URL Encode Japanese Text

Learn how to URL encode Japanese characters (Hiragana, Katakana, Kanji). Covers UTF-8 multi-byte encoding for CJK characters in URLs.

Character

日本語

Encoded

%E6%97%A5...

Detailed Explanation

Japanese text in URLs is encoded using UTF-8, with each character typically requiring 3 bytes (9 percent-encoded characters). Japanese writing uses three scripts: Hiragana, Katakana, and Kanji (CJK ideographs), all of which fall in the 3-byte UTF-8 range.

Encoding examples:

  • 日 (day/sun, Kanji): UTF-8 bytes E6 97 A5 → %E6%97%A5
  • 本 (book/origin, Kanji): UTF-8 bytes E6 9C AC → %E6%9C%AC
  • 語 (language, Kanji): UTF-8 bytes E8 AA 9E → %E8%AA%9E
  • 日本語 ("Japanese language"): %E6%97%A5%E6%9C%AC%E8%AA%9E

JavaScript behavior:

encodeURIComponent("日本語")     // "%E6%97%A5%E6%9C%AC%E8%AA%9E"
encodeURIComponent("こんにちは") // "%E3%81%93%E3%82%93%E3%81%AB%E3%81%A1%E3%81%AF" (konnichiwa in Hiragana)
encodeURIComponent("トウキョウ") // "%E3%83%88%E3%82%A6%E3%82%AD%E3%83%A7%E3%82%A6" (Tokyo in Katakana)

// Decoding
decodeURIComponent("%E6%97%A5%E6%9C%AC%E8%AA%9E") // "日本語"
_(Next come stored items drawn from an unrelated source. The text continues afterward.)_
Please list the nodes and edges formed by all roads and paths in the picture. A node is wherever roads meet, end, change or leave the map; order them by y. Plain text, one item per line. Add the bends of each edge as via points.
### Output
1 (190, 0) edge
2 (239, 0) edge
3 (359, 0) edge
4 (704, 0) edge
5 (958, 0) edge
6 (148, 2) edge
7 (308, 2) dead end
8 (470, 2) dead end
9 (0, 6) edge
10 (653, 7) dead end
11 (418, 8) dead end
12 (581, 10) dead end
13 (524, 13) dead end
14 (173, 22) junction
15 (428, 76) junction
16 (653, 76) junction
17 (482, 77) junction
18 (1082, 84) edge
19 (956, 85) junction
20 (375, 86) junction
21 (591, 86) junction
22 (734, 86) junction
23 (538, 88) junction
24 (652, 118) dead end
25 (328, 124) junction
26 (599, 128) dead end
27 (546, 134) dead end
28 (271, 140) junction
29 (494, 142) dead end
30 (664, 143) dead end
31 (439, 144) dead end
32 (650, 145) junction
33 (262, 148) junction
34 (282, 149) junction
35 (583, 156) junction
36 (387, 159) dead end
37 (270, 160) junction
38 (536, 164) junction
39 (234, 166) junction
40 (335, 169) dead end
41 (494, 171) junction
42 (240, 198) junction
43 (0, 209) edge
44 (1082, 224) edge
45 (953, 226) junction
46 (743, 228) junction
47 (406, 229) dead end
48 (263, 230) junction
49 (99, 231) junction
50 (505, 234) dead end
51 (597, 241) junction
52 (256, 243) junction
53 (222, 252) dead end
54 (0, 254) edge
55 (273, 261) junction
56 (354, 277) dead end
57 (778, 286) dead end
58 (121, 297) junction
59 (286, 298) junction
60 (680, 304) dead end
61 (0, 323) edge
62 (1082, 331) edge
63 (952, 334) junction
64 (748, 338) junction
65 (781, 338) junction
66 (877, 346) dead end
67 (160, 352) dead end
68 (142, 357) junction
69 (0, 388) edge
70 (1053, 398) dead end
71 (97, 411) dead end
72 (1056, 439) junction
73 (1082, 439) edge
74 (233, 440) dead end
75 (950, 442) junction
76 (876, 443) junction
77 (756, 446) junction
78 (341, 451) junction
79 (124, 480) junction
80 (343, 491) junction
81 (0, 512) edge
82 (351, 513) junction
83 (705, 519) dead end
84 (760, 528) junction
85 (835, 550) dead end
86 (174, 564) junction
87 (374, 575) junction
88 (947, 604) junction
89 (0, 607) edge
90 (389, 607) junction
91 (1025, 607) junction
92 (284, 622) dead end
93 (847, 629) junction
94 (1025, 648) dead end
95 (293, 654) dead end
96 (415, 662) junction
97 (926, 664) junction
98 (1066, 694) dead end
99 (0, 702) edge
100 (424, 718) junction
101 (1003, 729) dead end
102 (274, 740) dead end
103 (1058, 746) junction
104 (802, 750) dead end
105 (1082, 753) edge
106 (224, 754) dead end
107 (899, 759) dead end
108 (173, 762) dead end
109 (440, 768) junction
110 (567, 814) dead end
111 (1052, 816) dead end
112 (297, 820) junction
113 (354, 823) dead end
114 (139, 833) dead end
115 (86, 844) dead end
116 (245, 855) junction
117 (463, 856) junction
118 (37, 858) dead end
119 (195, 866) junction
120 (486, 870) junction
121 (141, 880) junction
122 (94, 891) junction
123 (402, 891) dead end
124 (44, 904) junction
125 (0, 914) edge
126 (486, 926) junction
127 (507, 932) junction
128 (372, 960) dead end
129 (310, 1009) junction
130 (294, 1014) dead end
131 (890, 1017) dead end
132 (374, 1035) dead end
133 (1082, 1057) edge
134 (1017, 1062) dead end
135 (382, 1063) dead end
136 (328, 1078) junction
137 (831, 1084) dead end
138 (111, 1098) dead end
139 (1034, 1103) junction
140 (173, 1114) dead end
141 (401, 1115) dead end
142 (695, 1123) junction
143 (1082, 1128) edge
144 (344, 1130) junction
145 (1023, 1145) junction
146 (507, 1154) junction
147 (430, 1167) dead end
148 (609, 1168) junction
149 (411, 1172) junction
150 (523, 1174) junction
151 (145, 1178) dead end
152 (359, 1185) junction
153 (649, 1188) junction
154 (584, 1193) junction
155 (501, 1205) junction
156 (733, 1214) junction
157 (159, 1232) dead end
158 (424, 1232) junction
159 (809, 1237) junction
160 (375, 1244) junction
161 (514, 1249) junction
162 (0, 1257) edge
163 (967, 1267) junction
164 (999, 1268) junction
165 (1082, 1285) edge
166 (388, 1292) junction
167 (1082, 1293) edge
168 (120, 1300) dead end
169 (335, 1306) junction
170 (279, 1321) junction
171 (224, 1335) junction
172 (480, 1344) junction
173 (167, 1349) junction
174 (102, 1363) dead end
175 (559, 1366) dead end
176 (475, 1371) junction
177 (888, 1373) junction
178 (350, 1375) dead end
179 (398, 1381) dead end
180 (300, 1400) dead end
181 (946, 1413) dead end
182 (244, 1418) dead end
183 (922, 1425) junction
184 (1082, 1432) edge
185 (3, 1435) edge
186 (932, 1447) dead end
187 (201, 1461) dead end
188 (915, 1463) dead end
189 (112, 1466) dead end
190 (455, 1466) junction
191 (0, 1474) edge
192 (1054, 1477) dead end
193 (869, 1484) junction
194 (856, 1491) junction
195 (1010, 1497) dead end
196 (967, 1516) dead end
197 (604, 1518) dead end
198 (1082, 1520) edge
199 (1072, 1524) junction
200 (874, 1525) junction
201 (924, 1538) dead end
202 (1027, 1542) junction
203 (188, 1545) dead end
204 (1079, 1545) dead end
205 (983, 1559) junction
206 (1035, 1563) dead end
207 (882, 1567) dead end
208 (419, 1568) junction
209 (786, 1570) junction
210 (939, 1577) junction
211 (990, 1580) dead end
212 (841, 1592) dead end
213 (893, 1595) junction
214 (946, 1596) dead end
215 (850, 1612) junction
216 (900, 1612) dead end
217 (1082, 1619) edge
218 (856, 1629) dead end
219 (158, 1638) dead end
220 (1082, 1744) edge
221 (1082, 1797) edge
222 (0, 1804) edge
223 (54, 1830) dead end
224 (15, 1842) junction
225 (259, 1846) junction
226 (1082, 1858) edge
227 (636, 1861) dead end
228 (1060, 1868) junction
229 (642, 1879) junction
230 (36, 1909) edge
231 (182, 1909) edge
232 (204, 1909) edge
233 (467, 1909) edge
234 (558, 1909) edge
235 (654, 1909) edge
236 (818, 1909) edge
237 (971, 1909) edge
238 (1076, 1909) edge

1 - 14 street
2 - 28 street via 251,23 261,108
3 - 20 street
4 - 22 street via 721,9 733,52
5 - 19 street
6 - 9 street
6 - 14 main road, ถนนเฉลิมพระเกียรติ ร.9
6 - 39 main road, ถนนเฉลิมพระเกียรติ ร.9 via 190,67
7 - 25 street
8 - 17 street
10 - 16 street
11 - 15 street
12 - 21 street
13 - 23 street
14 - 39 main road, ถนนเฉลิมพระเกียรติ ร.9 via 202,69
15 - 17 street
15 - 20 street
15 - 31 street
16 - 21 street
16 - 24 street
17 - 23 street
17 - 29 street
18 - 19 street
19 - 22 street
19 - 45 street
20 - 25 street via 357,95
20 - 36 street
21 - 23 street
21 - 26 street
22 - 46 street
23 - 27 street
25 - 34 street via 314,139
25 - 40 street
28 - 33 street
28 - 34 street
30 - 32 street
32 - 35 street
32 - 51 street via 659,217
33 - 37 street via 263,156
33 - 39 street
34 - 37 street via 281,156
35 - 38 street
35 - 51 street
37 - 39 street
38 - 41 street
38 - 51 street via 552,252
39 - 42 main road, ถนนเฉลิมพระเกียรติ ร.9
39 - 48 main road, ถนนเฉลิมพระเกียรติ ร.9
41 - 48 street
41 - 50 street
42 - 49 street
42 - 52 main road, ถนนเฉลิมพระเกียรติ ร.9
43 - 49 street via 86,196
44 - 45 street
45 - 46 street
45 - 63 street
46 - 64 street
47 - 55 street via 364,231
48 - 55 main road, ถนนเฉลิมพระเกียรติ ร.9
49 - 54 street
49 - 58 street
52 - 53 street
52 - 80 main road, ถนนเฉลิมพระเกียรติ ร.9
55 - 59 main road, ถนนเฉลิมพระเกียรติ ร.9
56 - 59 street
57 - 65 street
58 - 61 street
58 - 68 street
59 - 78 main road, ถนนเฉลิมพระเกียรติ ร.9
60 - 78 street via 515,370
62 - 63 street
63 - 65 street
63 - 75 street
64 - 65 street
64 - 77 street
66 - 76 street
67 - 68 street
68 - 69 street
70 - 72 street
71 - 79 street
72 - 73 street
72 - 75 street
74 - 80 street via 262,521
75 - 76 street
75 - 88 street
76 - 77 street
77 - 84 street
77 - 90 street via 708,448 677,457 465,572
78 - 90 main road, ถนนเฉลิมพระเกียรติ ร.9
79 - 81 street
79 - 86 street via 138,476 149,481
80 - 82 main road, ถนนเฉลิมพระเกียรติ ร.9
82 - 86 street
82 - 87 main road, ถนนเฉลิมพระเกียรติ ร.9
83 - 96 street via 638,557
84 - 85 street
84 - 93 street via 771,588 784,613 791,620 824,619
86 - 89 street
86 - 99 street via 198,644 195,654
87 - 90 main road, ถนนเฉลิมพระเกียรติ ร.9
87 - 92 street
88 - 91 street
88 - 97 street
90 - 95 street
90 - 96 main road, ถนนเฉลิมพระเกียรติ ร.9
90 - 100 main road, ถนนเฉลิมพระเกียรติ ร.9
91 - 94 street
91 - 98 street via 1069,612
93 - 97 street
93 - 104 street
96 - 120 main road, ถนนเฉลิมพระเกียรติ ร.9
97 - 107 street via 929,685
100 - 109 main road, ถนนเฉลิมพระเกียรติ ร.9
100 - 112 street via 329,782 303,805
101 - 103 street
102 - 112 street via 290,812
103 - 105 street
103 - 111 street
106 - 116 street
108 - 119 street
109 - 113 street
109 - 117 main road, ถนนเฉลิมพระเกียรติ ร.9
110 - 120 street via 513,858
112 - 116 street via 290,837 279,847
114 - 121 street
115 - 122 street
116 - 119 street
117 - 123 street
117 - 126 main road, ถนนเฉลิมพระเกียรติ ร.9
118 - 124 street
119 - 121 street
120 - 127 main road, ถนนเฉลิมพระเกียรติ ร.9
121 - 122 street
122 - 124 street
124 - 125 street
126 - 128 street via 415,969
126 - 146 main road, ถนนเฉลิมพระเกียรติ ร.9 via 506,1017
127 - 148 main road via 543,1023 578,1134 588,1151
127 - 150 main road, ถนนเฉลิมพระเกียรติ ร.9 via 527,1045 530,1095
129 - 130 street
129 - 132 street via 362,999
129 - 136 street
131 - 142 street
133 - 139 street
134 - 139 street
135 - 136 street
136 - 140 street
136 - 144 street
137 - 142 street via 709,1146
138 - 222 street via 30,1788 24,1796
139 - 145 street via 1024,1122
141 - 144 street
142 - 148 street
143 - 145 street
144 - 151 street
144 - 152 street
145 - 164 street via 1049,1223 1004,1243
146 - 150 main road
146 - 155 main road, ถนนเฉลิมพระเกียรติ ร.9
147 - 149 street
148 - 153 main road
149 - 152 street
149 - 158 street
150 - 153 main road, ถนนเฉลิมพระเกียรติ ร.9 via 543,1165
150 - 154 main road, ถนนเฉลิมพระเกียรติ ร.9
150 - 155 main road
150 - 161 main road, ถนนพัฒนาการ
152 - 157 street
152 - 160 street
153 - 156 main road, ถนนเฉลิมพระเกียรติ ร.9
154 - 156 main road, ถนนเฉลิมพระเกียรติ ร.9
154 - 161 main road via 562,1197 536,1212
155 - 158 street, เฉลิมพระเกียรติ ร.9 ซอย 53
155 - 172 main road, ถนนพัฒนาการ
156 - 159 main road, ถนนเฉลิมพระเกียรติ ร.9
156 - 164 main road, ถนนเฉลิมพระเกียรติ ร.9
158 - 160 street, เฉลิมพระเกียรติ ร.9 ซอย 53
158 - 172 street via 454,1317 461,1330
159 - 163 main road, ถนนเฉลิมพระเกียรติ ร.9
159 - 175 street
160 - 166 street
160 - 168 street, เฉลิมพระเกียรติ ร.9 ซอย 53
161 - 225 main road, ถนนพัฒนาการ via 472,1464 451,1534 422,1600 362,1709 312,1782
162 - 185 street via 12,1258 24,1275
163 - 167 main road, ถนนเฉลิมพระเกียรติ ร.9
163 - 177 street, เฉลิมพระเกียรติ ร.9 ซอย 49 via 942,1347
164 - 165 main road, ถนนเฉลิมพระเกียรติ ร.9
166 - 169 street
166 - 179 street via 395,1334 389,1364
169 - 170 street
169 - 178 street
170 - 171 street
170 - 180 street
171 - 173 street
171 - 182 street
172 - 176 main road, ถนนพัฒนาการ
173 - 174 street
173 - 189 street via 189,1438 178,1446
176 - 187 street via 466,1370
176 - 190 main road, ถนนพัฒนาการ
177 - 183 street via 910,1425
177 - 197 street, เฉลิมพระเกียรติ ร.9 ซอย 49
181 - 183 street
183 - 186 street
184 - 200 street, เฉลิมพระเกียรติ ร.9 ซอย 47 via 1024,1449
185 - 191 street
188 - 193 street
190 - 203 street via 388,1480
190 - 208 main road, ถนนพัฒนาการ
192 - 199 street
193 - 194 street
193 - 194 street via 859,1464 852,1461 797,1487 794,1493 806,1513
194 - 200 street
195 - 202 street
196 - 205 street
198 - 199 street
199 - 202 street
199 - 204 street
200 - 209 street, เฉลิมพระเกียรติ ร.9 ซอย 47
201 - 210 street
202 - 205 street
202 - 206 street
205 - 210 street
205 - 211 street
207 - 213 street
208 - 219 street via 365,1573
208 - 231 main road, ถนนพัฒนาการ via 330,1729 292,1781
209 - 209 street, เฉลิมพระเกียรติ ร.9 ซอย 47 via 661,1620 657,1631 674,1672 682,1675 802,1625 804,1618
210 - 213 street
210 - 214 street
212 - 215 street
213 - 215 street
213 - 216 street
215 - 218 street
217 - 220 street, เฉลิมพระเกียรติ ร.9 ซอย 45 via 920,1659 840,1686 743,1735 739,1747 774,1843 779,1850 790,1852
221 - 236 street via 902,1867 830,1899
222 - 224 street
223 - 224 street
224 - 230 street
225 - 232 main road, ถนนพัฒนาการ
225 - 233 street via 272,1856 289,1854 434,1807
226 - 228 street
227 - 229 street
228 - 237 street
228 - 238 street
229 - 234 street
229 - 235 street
URL length impact: Japanese text expands dramatically when percent-encoded. Each character becomes 9 characters (3 bytes, each encoded as %XX). A 20-character Japanese phrase produces 180 characters of encoded text. This is a 9x expansion compared to ASCII text.

Historical encoding issues: Before UTF-8 became the universal standard, Japanese URLs often used Shift-JIS or EUC-JP encoding, producing different byte sequences for the same characters. Modern systems (post-2005) almost universally use UTF-8, but legacy systems may still produce Shift-JIS encoded URLs. If you decode UTF-8 encoded Japanese with a Shift-JIS decoder (or vice versa), you get garbled text known as "mojibake" (文字化け).

Internationalized Domain Names (IDN): Japanese domain names like 日本語.ジェーピー use Punycode encoding (a different system from percent encoding) to convert Unicode domain names into ASCII-compatible form. The domain 日本語.jp becomes xn--wgv71a309e.jp in Punycode.

Pitfall: When building search URLs for Japanese websites, ensure your application uses UTF-8 consistently. Mixing encodings at any point (browser, proxy, server, database) will produce mojibake. Set the charset parameter in HTML forms (<form accept-charset="UTF-8">) and ensure your HTTP Content-Type headers specify UTF-8.

Use Case

Building search URLs for Japanese content, such as querying the Japanese Wikipedia API or creating internationalized e-commerce product URLs.